*What is needed*
Transcribe the listing below in full, keeping every line exactly as it is.

*Exercise data*
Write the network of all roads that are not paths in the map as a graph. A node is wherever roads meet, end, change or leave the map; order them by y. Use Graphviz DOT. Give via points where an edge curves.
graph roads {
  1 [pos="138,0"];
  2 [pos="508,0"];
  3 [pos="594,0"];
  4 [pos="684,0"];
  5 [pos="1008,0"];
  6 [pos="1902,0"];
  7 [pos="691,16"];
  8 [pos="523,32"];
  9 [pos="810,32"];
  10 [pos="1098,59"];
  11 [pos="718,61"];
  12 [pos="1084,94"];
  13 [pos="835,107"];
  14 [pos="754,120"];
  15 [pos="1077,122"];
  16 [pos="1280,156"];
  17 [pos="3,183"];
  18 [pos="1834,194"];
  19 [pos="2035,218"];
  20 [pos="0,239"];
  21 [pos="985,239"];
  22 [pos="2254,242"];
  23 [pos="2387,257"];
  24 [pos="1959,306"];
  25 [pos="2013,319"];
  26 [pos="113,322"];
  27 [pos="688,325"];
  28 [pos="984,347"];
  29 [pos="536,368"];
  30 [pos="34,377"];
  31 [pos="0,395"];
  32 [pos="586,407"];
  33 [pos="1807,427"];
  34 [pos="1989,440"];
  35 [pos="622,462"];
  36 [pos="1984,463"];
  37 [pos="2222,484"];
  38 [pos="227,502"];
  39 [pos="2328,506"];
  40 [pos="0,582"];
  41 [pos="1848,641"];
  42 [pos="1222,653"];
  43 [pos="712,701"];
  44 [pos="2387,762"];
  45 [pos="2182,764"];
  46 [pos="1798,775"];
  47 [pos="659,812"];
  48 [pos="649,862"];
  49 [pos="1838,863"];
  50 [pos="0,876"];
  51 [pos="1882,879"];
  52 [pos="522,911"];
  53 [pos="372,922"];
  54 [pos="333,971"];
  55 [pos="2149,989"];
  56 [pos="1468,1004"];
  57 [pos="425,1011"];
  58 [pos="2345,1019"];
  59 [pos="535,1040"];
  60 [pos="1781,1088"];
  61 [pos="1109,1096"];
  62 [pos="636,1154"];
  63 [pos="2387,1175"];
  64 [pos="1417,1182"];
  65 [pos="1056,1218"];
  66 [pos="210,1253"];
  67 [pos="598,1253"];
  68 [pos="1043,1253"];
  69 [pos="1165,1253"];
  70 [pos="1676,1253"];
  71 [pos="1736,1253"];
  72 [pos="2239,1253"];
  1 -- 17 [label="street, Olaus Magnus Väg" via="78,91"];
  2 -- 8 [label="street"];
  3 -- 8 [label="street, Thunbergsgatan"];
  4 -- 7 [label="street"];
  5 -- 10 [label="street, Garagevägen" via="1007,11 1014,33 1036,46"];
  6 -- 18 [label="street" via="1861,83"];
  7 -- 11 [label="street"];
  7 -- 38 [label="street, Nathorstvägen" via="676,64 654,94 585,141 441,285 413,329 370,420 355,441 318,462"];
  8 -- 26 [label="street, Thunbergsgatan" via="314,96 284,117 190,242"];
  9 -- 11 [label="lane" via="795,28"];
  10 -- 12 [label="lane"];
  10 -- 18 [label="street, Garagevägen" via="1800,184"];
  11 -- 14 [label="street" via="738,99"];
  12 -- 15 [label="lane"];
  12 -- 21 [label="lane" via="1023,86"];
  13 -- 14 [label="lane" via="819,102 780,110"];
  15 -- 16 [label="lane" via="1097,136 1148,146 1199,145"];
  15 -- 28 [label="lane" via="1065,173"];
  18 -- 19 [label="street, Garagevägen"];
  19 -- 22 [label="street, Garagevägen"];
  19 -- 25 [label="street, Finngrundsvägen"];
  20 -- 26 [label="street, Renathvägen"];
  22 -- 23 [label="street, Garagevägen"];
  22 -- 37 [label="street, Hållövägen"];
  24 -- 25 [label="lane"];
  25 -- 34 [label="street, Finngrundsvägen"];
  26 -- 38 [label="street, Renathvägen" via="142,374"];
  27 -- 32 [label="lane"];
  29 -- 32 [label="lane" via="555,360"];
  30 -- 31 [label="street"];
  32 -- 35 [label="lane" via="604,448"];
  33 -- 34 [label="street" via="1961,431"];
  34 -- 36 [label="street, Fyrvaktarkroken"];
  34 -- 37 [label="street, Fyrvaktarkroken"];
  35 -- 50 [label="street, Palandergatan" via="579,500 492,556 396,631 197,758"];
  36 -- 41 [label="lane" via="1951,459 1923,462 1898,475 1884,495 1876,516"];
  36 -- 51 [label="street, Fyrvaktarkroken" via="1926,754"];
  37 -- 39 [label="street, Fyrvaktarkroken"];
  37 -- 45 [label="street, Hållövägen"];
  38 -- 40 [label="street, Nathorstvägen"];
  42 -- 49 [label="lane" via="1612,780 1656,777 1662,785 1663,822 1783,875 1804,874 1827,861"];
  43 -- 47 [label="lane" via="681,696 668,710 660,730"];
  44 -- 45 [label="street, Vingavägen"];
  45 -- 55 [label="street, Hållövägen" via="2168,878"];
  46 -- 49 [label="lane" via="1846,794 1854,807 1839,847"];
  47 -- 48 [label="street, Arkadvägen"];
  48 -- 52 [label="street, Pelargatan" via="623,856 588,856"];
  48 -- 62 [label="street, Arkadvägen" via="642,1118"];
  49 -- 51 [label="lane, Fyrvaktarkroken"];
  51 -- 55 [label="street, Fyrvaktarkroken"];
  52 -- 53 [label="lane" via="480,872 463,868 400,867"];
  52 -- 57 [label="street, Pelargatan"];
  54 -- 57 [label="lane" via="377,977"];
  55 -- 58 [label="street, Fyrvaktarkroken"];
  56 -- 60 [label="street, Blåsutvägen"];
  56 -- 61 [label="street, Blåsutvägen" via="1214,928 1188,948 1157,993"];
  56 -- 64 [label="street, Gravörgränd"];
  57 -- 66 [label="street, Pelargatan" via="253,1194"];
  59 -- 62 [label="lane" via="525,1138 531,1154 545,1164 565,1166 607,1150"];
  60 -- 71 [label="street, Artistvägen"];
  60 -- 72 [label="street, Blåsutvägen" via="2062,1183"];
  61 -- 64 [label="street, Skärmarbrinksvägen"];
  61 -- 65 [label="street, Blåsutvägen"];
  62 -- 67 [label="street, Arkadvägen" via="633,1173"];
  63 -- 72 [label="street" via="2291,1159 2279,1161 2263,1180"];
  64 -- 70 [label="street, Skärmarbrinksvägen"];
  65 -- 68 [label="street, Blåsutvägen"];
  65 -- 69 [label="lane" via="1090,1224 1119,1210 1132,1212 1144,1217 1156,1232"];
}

*Solved problem*
Write the network of all roads that are not paths in the map as a graph. A node is wherever roads meet, end, change or leave the map; order them by y. Use Graphviz DOT. Give via points where an edge curves.
graph roads {
  1 [pos="138,0"];
  2 [pos="508,0"];
  3 [pos="594,0"];
  4 [pos="684,0"];
  5 [pos="1008,0"];
  6 [pos="1902,0"];
  7 [pos="691,16"];
  8 [pos="523,32"];
  9 [pos="810,32"];
  10 [pos="1098,59"];
  11 [pos="718,61"];
  12 [pos="1084,94"];
  13 [pos="835,107"];
  14 [pos="754,120"];
  15 [pos="1077,122"];
  16 [pos="1280,156"];
  17 [pos="3,183"];
  18 [pos="1834,194"];
  19 [pos="2035,218"];
  20 [pos="0,239"];
  21 [pos="985,239"];
  22 [pos="2254,242"];
  23 [pos="2387,257"];
  24 [pos="1959,306"];
  25 [pos="2013,319"];
  26 [pos="113,322"];
  27 [pos="688,325"];
  28 [pos="984,347"];
  29 [pos="536,368"];
  30 [pos="34,377"];
  31 [pos="0,395"];
  32 [pos="586,407"];
  33 [pos="1807,427"];
  34 [pos="1989,440"];
  35 [pos="622,462"];
  36 [pos="1984,463"];
  37 [pos="2222,484"];
  38 [pos="227,502"];
  39 [pos="2328,506"];
  40 [pos="0,582"];
  41 [pos="1848,641"];
  42 [pos="1222,653"];
  43 [pos="712,701"];
  44 [pos="2387,762"];
  45 [pos="2182,764"];
  46 [pos="1798,775"];
  47 [pos="659,812"];
  48 [pos="649,862"];
  49 [pos="1838,863"];
  50 [pos="0,876"];
  51 [pos="1882,879"];
  52 [pos="522,911"];
  53 [pos="372,922"];
  54 [pos="333,971"];
  55 [pos="2149,989"];
  56 [pos="1468,1004"];
  57 [pos="425,1011"];
  58 [pos="2345,1019"];
  59 [pos="535,1040"];
  60 [pos="1781,1088"];
  61 [pos="1109,1096"];
  62 [pos="636,1154"];
  63 [pos="2387,1175"];
  64 [pos="1417,1182"];
  65 [pos="1056,1218"];
  66 [pos="210,1253"];
  67 [pos="598,1253"];
  68 [pos="1043,1253"];
  69 [pos="1165,1253"];
  70 [pos="1676,1253"];
  71 [pos="1736,1253"];
  72 [pos="2239,1253"];
  1 -- 17 [label="street, Olaus Magnus Väg" via="78,91"];
  2 -- 8 [label="street"];
  3 -- 8 [label="street, Thunbergsgatan"];
  4 -- 7 [label="street"];
  5 -- 10 [label="street, Garagevägen" via="1007,11 1014,33 1036,46"];
  6 -- 18 [label="street" via="1861,83"];
  7 -- 11 [label="street"];
  7 -- 38 [label="street, Nathorstvägen" via="676,64 654,94 585,141 441,285 413,329 370,420 355,441 318,462"];
  8 -- 26 [label="street, Thunbergsgatan" via="314,96 284,117 190,242"];
  9 -- 11 [label="lane" via="795,28"];
  10 -- 12 [label="lane"];
  10 -- 18 [label="street, Garagevägen" via="1800,184"];
  11 -- 14 [label="street" via="738,99"];
  12 -- 15 [label="lane"];
  12 -- 21 [label="lane" via="1023,86"];
  13 -- 14 [label="lane" via="819,102 780,110"];
  15 -- 16 [label="lane" via="1097,136 1148,146 1199,145"];
  15 -- 28 [label="lane" via="1065,173"];
  18 -- 19 [label="street, Garagevägen"];
  19 -- 22 [label="street, Garagevägen"];
  19 -- 25 [label="street, Finngrundsvägen"];
  20 -- 26 [label="street, Renathvägen"];
  22 -- 23 [label="street, Garagevägen"];
  22 -- 37 [label="street, Hållövägen"];
  24 -- 25 [label="lane"];
  25 -- 34 [label="street, Finngrundsvägen"];
  26 -- 38 [label="street, Renathvägen" via="142,374"];
  27 -- 32 [label="lane"];
  29 -- 32 [label="lane" via="555,360"];
  30 -- 31 [label="street"];
  32 -- 35 [label="lane" via="604,448"];
  33 -- 34 [label="street" via="1961,431"];
  34 -- 36 [label="street, Fyrvaktarkroken"];
  34 -- 37 [label="street, Fyrvaktarkroken"];
  35 -- 50 [label="street, Palandergatan" via="579,500 492,556 396,631 197,758"];
  36 -- 41 [label="lane" via="1951,459 1923,462 1898,475 1884,495 1876,516"];
  36 -- 51 [label="street, Fyrvaktarkroken" via="1926,754"];
  37 -- 39 [label="street, Fyrvaktarkroken"];
  37 -- 45 [label="street, Hållövägen"];
  38 -- 40 [label="street, Nathorstvägen"];
  42 -- 49 [label="lane" via="1612,780 1656,777 1662,785 1663,822 1783,875 1804,874 1827,861"];
  43 -- 47 [label="lane" via="681,696 668,710 660,730"];
  44 -- 45 [label="street, Vingavägen"];
  45 -- 55 [label="street, Hållövägen" via="2168,878"];
  46 -- 49 [label="lane" via="1846,794 1854,807 1839,847"];
  47 -- 48 [label="street, Arkadvägen"];
  48 -- 52 [label="street, Pelargatan" via="623,856 588,856"];
  48 -- 62 [label="street, Arkadvägen" via="642,1118"];
  49 -- 51 [label="lane, Fyrvaktarkroken"];
  51 -- 55 [label="street, Fyrvaktarkroken"];
  52 -- 53 [label="lane" via="480,872 463,868 400,867"];
  52 -- 57 [label="street, Pelargatan"];
  54 -- 57 [label="lane" via="377,977"];
  55 -- 58 [label="street, Fyrvaktarkroken"];
  56 -- 60 [label="street, Blåsutvägen"];
  56 -- 61 [label="street, Blåsutvägen" via="1214,928 1188,948 1157,993"];
  56 -- 64 [label="street, Gravörgränd"];
  57 -- 66 [label="street, Pelargatan" via="253,1194"];
  59 -- 62 [label="lane" via="525,1138 531,1154 545,1164 565,1166 607,1150"];
  60 -- 71 [label="street, Artistvägen"];
  60 -- 72 [label="street, Blåsutvägen" via="2062,1183"];
  61 -- 64 [label="street, Skärmarbrinksvägen"];
  61 -- 65 [label="street, Blåsutvägen"];
  62 -- 67 [label="street, Arkadvägen" via="633,1173"];
  63 -- 72 [label="street" via="2291,1159 2279,1161 2263,1180"];
  64 -- 70 [label="street, Skärmarbrinksvägen"];
  65 -- 68 [label="street, Blåsutvägen"];
  65 -- 69 [label="lane" via="1090,1224 1119,1210 1132,1212 1144,1217 1156,1232"];
}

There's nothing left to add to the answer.